Seguía pareciendo conmocionada. Esos mechones de pelo como antenas caídos. Marchitos. Como plantas que registran una caída de presión antes de una tormenta.

—Bien, Emi —tomé una flecha nueva del estante. Se la ofrecí—. Terminemos lo que empezamos. Un tiro más.

Tomó la flecha. Sus dedos envolvieron la madera pulida.

—Pero esta vez, no mires al blanco.

Inclinó la cabeza. La confusión cruzó su rostro. —¿No mirar al blanco? ¿Entonces cómo voy a darle?

Daba vueltas a la flecha entre sus manos. Un hábito nervioso. La punta metálica reflejó las luces fluorescentes.

—Mírame —me coloqué a un lado. Fuera de su línea de tiro. Nuestras miradas se encontraron—. Concéntrate en mí. Envía la flecha al blanco.

Dudó. Luego colocó la flecha. Sus movimientos fluían ahora con más suavidad. Menos robóticos. Más naturales. Tensó la cuerda hasta su mejilla. Ojos fijos en los míos. Insegura. Confiada.

Esa confianza era algo real. Tangible. Un hilo que casi podía extender la mano y arrancar.

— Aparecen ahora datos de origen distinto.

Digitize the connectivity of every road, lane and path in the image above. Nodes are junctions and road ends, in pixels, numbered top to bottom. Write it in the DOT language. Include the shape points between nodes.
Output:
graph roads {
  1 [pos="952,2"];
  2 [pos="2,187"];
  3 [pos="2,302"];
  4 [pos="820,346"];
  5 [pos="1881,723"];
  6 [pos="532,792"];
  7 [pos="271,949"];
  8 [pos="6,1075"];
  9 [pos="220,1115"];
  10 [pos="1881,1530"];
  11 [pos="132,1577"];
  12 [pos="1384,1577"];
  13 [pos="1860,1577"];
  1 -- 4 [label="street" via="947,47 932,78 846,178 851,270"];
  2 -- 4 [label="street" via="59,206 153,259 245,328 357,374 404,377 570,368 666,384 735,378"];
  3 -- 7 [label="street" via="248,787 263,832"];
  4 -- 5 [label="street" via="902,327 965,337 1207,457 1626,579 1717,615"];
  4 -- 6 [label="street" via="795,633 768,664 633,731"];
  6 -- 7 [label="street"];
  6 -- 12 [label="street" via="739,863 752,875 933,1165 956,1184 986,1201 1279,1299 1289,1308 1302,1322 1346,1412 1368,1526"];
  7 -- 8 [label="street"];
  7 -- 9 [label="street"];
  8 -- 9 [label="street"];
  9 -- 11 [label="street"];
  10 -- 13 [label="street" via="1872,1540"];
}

—Respira —mantuve mi voz suave. Firme—. Visualiza el blanco en tu mente. Siente la conexión. La intención importa más que la vista.

Inspiró profundamente. La mantuvo. Su pecho se elevó. Sostuvo ese aliento suspendido.

Luego lo liberó junto con la flecha.

¡Thwack!

La flecha se clavó en el centro del blanco. Tiro perfecto. Sus ojos nunca dejaron los míos. Ni siquiera por un segundo.

Una lenta sonrisa se extendió por mi rostro. —Buena chica.

Las mejillas de Emi se sonrojaron. Orgullo y algo más se mezclaron en su expresión. Sus pupilas se dilataron con el elogio. Su respiración se aceleró.

Perfecto.

Estaba aprendiendo. Éxito equivale a mi aprobación. Mi atención. Mi reconocimiento. Cada respuesta positiva era otro ladrillo. Construyendo los cimientos. Haciéndola dependiente de mí.

—¡Eso fue increíble, Emi-chan! —la voz de Soomin se elevó con genuina admiración. Parecía aliviada de que la atención se hubiera desviado de ella. La vergüenza anterior se desvaneció.

Natalia se separó de la pared. Lenta. Deliberada. —Se está haciendo tarde. Deberíamos volver arriba.

Su voz sonó tensa. Controlada. Como una cuerda de guitarra demasiado tensa. A punto de romperse.

—Antes de que Braxton decida venir a buscarnos y encuentre a la mitad de sus estudiantes en pijama.

La mención de nuestro instructor envió tensión a través del grupo. El Profesor Miller no era estricto con el toque de queda. Pero ¿que nos pillaran en una sesión de entrenamiento así? ¿Vistiendo ropa de dormir? Se vería mal para todos.

Especialmente para mí.

Las chicas empezaron a recoger sus cosas. Yo comencé a guardar el equipo. Las pesas tintinearon mientras las colocaba en el soporte. El sonido llenó el creciente silencio.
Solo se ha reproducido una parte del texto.